Этот глупый вопрос Стефана меня откровенно ввёл в ступор.

— Ты издеваешься надо мной, что ли? Мне нужно заделать образовавшуюся течь в жилой комнате…

— А я, по-моему, ясно тебе сказал, чтобы ты забрал все вещи оттуда и закрыл двери!

Опять одно и тоже…

— Опять беды с головой? — спросил я нарочито спокойным голосом, не поддаваясь на его провокации. — Переслушай запись своего коммуникатора. Я направляюсь на склад за подъемником и стальными листами из сплава…

— Ох-х, у меня нет никаких бед, кроме тебя Ребис, — уставши выдохнул он, аки великий мученик. — Я ещё раз тебе повторю… Кхм, доступ на склад я тебе не дам, а двери в жилом секторе уже заблокировал самостоятельно из пункта управления.

— Здорово ты придумал, — оценил я его проделки. — А протечка?

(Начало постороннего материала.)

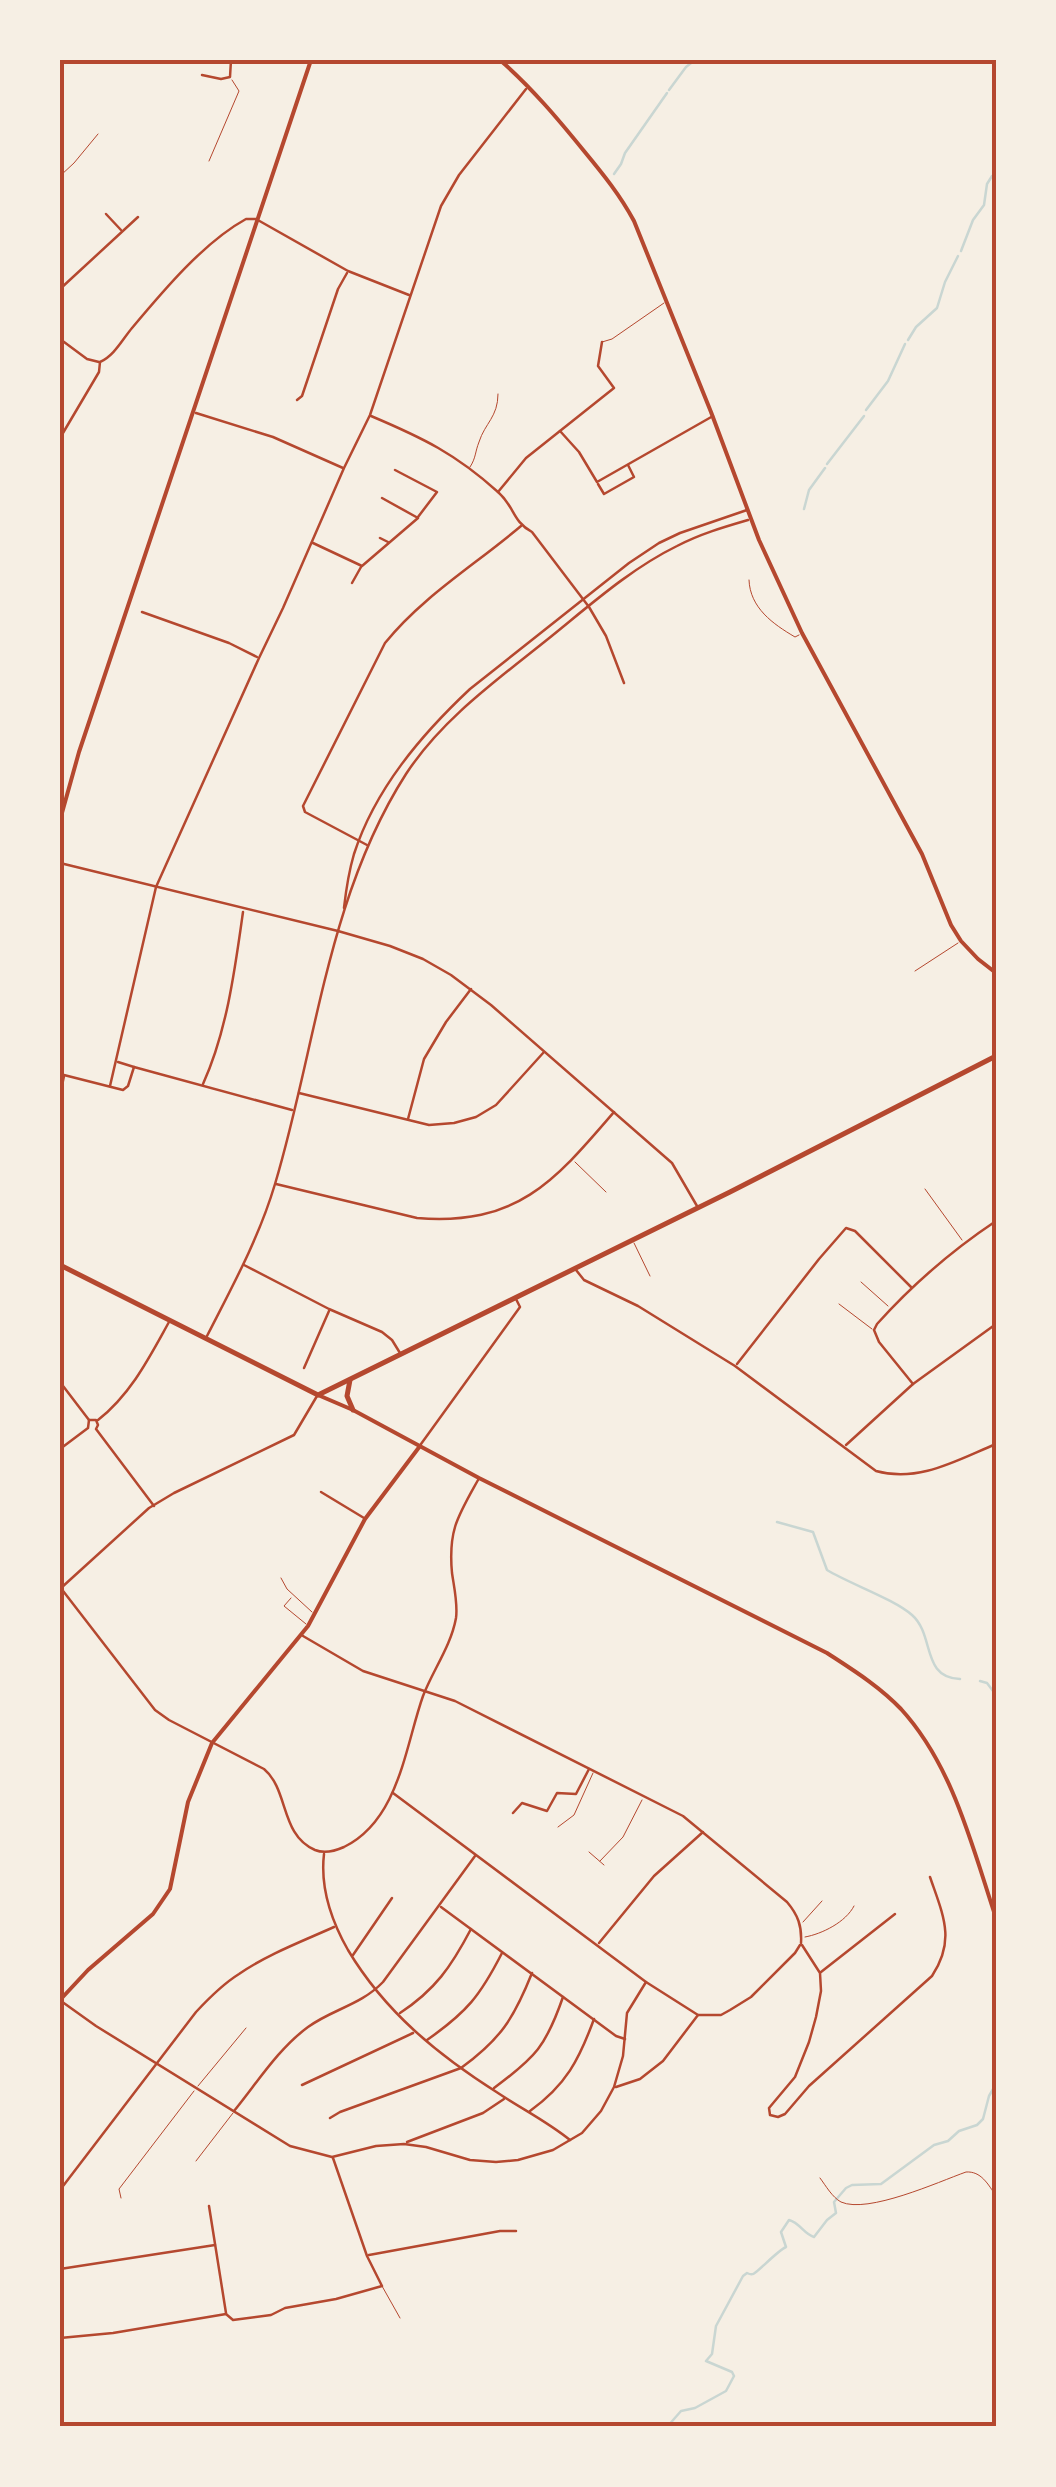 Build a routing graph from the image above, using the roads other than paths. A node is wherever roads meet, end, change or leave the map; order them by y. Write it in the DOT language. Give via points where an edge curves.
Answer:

— Кха-кхх… Кхм, зачем ты только проснулся⁈ Роботы закончат ремонт через два месяца. Лучше отдохни и наберись сил, пока можешь, кхаа-кх… — ответил Стефан, кашляя и стараясь звучать максимально беспечным.

— А что, если что-то пойдет не так? Мы не знаем, насколько серьезно поврежден металл снаружи…

Начальник станции не ответил и просто разорвал связь.

— Вот урод, — подытожил я, убирая коммуникатор в карман.

Но верить Стефану на слово нельзя. Я продолжил свой путь до склада, надеясь на его оставшееся благоразумие.

«Тум-тум… тум…»

В коридоре пару раз моргнуло освещение и послышались приглушенные стуки. Это в который раз напомнило мне, что реактор станции совсем скоро может заглохнуть навсегда.

А Стефан…

Как некогда бывший человек, я могу понять Стефана. Изнурительная жизнь на станции и отсутствие других людей заставили его постепенно терять рассудок. Он остался один наедине со мной, отключенными роботами и собственными мыслями. Меня Стефан давно перестал считать человеком, называя «говорящим камнем» или «кристаллом». Он даже не вспоминает мое имя, ограничиваясь кодовыми именами «Ребис» и «Магистерий».

Я знаю, что он ненавидит меня.

Прекрасно знаю…

Это неудивительно, ведь я превратился в живой кристалл благодаря экспериментам на станции «Персефона». Я стал бессмертным и не имею недостатков, в то время как Стефан продолжает страдать от всех недостатков человеческого тела. Он сам рассказывал мне об этом лет сорок назад, когда выпил весь последний алкоголь со склада и искренне просил себя убить. Я отказался, и это только усилило его ненависть ко мне.

Стефан давно забыл о том «душевном разговоре», но злоба не исчезла, а только усилилась со временем. И даже сейчас, стоя напротив закрытой стальной двери, ведущей на склад №3, я это отчётливо понимал. И понимал то, что Стефан хочет погубить станцию.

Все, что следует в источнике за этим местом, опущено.